--- Given data Enclosed Below ---

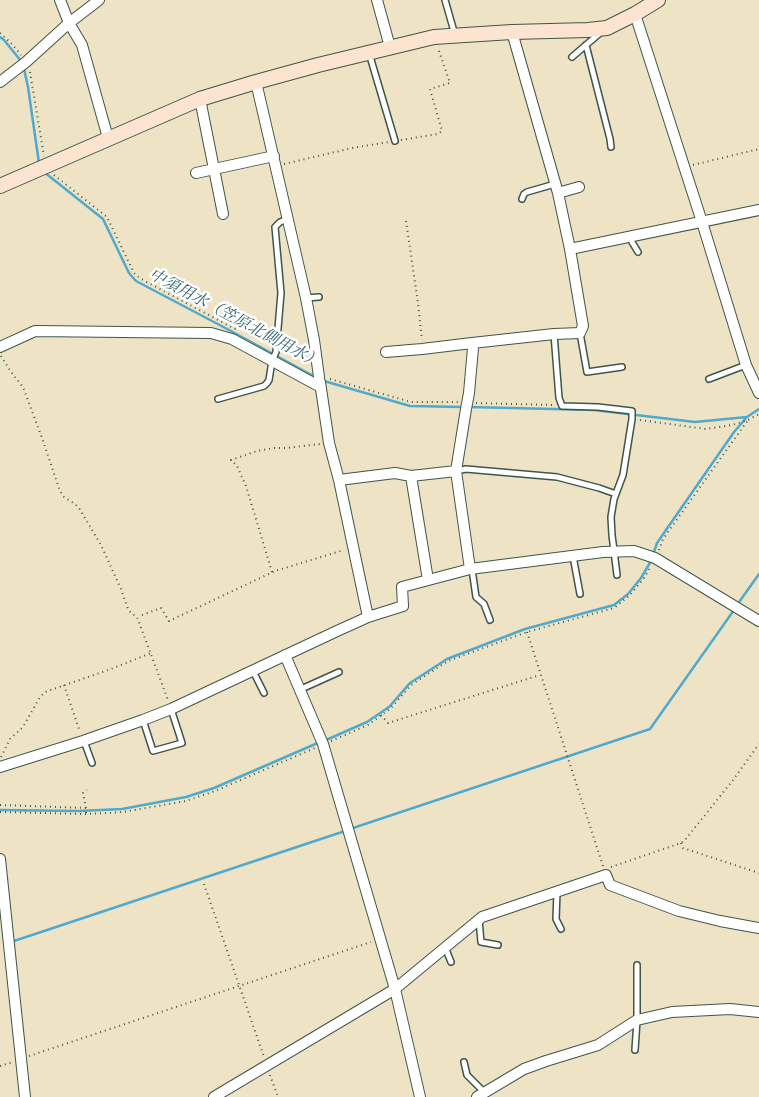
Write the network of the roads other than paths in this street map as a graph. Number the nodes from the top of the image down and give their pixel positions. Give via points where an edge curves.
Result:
1 (60, 0) edge
2 (99, 0) edge
3 (376, 0) edge
4 (445, 0) edge
5 (658, 0) edge
6 (635, 14) junction
7 (69, 23) junction
8 (607, 28) junction
9 (512, 32) junction
10 (455, 36) junction
11 (586, 45) junction
12 (390, 48) junction
13 (369, 52) junction
14 (572, 57) dead end
15 (0, 82) edge
16 (256, 82) junction
17 (200, 99) junction
18 (108, 138) junction
19 (395, 141) dead end
20 (611, 147) dead end
21 (274, 156) junction
22 (214, 169) junction
23 (196, 173) dead end
24 (0, 186) edge
25 (579, 187) dead end
26 (556, 189) junction
27 (522, 199) dead end
28 (759, 210) edge
29 (223, 214) dead end
30 (288, 219) junction
31 (702, 222) junction
32 (629, 237) junction
33 (570, 249) junction
34 (638, 252) dead end
35 (319, 297) dead end
36 (306, 298) junction
37 (580, 333) junction
38 (554, 334) junction
39 (472, 343) junction
40 (0, 347) edge
41 (386, 352) dead end
42 (272, 361) junction
43 (746, 365) junction
44 (622, 367) dead end
45 (709, 379) dead end
46 (321, 381) junction
47 (759, 393) edge
48 (218, 399) dead end
49 (456, 471) junction
50 (412, 476) junction
51 (339, 480) junction
52 (616, 494) junction
53 (614, 551) junction
54 (572, 556) junction
55 (471, 569) junction
56 (618, 575) dead end
57 (428, 580) junction
58 (580, 594) dead end
59 (368, 617) junction
60 (490, 620) dead end
61 (759, 620) edge
62 (285, 655) junction
63 (253, 670) junction
64 (340, 672) dead end
65 (299, 690) junction
66 (264, 693) dead end
67 (172, 709) junction
68 (144, 720) junction
69 (83, 741) junction
70 (92, 763) dead end
71 (0, 766) edge
72 (0, 859) edge
73 (557, 892) junction
74 (479, 920) junction
75 (759, 928) edge
76 (561, 929) dead end
77 (498, 945) dead end
78 (445, 947) junction
79 (451, 962) dead end
80 (637, 965) dead end
81 (395, 989) junction
82 (759, 1012) edge
83 (637, 1020) junction
84 (635, 1050) dead end
85 (464, 1062) dead end
86 (481, 1095) edge
87 (25, 1097) edge
88 (214, 1097) edge
89 (420, 1097) edge

1 - 7 street
2 - 7 street
3 - 12 street
4 - 10 lane
5 - 6 street
6 - 8 street
6 - 31 street
7 - 15 street
7 - 18 street via 82,45
8 - 9 street
8 - 11 lane
9 - 10 street
9 - 26 street
10 - 12 street via 434,37
11 - 14 lane
11 - 20 lane
12 - 13 street
13 - 16 street
13 - 19 lane
16 - 17 street
16 - 21 street
17 - 18 street
17 - 22 street
18 - 24 street
21 - 22 street
21 - 30 street
22 - 23 street
22 - 29 street
25 - 26 street
26 - 27 lane via 527,192
26 - 33 street
28 - 31 street
30 - 36 street
30 - 42 lane via 274,227 281,293 276,352
31 - 32 street
31 - 43 street
32 - 33 street
32 - 34 lane
33 - 37 street via 583,326
35 - 36 lane
36 - 46 street
37 - 38 street
37 - 44 lane via 587,372
38 - 39 street
38 - 52 lane via 562,406 598,406 632,411 623,475
39 - 41 street
39 - 49 street via 469,394
40 - 42 street via 35,330 211,333 232,339
42 - 46 street via 315,384
42 - 48 lane via 267,384
43 - 45 lane
43 - 47 street
46 - 51 street
49 - 50 street
49 - 52 lane via 466,469 557,477
49 - 55 street
50 - 51 street via 395,473
50 - 57 street
51 - 59 street
52 - 53 lane via 611,517
53 - 54 street
53 - 56 lane
53 - 61 street via 634,551 655,558
54 - 55 street
54 - 58 lane
55 - 57 street
55 - 60 lane via 476,597 484,604
57 - 59 street via 402,587 403,606
59 - 62 street
62 - 63 street
62 - 65 street
63 - 66 lane
63 - 67 street
64 - 65 lane
65 - 81 street via 323,744
67 - 68 street
67 - 68 lane via 182,743 153,751
68 - 69 street
69 - 70 lane
69 - 71 street
72 - 87 street
73 - 74 street
73 - 75 street via 606,876 610,885 679,911
73 - 76 lane via 556,918
74 - 77 lane via 481,942
74 - 78 street
78 - 79 lane
78 - 81 street
80 - 83 lane
81 - 88 street
81 - 89 street
82 - 83 street via 730,1009 672,1012
83 - 84 lane
83 - 86 street via 598,1045 524,1069
85 - 86 lane via 467,1075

--- End of Enclosed Given data ---

• [Your instructions]:
Write out the material above precisely, leaving each picture behind.

• [Answer]:
Write the network of the roads other than paths in this street map as a graph. Number the nodes from the top of the image down and give their pixel positions. Give via points where an edge curves.
Result:
1 (60, 0) edge
2 (99, 0) edge
3 (376, 0) edge
4 (445, 0) edge
5 (658, 0) edge
6 (635, 14) junction
7 (69, 23) junction
8 (607, 28) junction
9 (512, 32) junction
10 (455, 36) junction
11 (586, 45) junction
12 (390, 48) junction
13 (369, 52) junction
14 (572, 57) dead end
15 (0, 82) edge
16 (256, 82) junction
17 (200, 99) junction
18 (108, 138) junction
19 (395, 141) dead end
20 (611, 147) dead end
21 (274, 156) junction
22 (214, 169) junction
23 (196, 173) dead end
24 (0, 186) edge
25 (579, 187) dead end
26 (556, 189) junction
27 (522, 199) dead end
28 (759, 210) edge
29 (223, 214) dead end
30 (288, 219) junction
31 (702, 222) junction
32 (629, 237) junction
33 (570, 249) junction
34 (638, 252) dead end
35 (319, 297) dead end
36 (306, 298) junction
37 (580, 333) junction
38 (554, 334) junction
39 (472, 343) junction
40 (0, 347) edge
41 (386, 352) dead end
42 (272, 361) junction
43 (746, 365) junction
44 (622, 367) dead end
45 (709, 379) dead end
46 (321, 381) junction
47 (759, 393) edge
48 (218, 399) dead end
49 (456, 471) junction
50 (412, 476) junction
51 (339, 480) junction
52 (616, 494) junction
53 (614, 551) junction
54 (572, 556) junction
55 (471, 569) junction
56 (618, 575) dead end
57 (428, 580) junction
58 (580, 594) dead end
59 (368, 617) junction
60 (490, 620) dead end
61 (759, 620) edge
62 (285, 655) junction
63 (253, 670) junction
64 (340, 672) dead end
65 (299, 690) junction
66 (264, 693) dead end
67 (172, 709) junction
68 (144, 720) junction
69 (83, 741) junction
70 (92, 763) dead end
71 (0, 766) edge
72 (0, 859) edge
73 (557, 892) junction
74 (479, 920) junction
75 (759, 928) edge
76 (561, 929) dead end
77 (498, 945) dead end
78 (445, 947) junction
79 (451, 962) dead end
80 (637, 965) dead end
81 (395, 989) junction
82 (759, 1012) edge
83 (637, 1020) junction
84 (635, 1050) dead end
85 (464, 1062) dead end
86 (481, 1095) edge
87 (25, 1097) edge
88 (214, 1097) edge
89 (420, 1097) edge

1 - 7 street
2 - 7 street
3 - 12 street
4 - 10 lane
5 - 6 street
6 - 8 street
6 - 31 street
7 - 15 street
7 - 18 street via 82,45
8 - 9 street
8 - 11 lane
9 - 10 street
9 - 26 street
10 - 12 street via 434,37
11 - 14 lane
11 - 20 lane
12 - 13 street
13 - 16 street
13 - 19 lane
16 - 17 street
16 - 21 street
17 - 18 street
17 - 22 street
18 - 24 street
21 - 22 street
21 - 30 street
22 - 23 street
22 - 29 street
25 - 26 street
26 - 27 lane via 527,192
26 - 33 street
28 - 31 street
30 - 36 street
30 - 42 lane via 274,227 281,293 276,352
31 - 32 street
31 - 43 street
32 - 33 street
32 - 34 lane
33 - 37 street via 583,326
35 - 36 lane
36 - 46 street
37 - 38 street
37 - 44 lane via 587,372
38 - 39 street
38 - 52 lane via 562,406 598,406 632,411 623,475
39 - 41 street
39 - 49 street via 469,394
40 - 42 street via 35,330 211,333 232,339
42 - 46 street via 315,384
42 - 48 lane via 267,384
43 - 45 lane
43 - 47 street
46 - 51 street
49 - 50 street
49 - 52 lane via 466,469 557,477
49 - 55 street
50 - 51 street via 395,473
50 - 57 street
51 - 59 street
52 - 53 lane via 611,517
53 - 54 street
53 - 56 lane
53 - 61 street via 634,551 655,558
54 - 55 street
54 - 58 lane
55 - 57 street
55 - 60 lane via 476,597 484,604
57 - 59 street via 402,587 403,606
59 - 62 street
62 - 63 street
62 - 65 street
63 - 66 lane
63 - 67 street
64 - 65 lane
65 - 81 street via 323,744
67 - 68 street
67 - 68 lane via 182,743 153,751
68 - 69 street
69 - 70 lane
69 - 71 street
72 - 87 street
73 - 74 street
73 - 75 street via 606,876 610,885 679,911
73 - 76 lane via 556,918
74 - 77 lane via 481,942
74 - 78 street
78 - 79 lane
78 - 81 street
80 - 83 lane
81 - 88 street
81 - 89 street
82 - 83 street via 730,1009 672,1012
83 - 84 lane
83 - 86 street via 598,1045 524,1069
85 - 86 lane via 467,1075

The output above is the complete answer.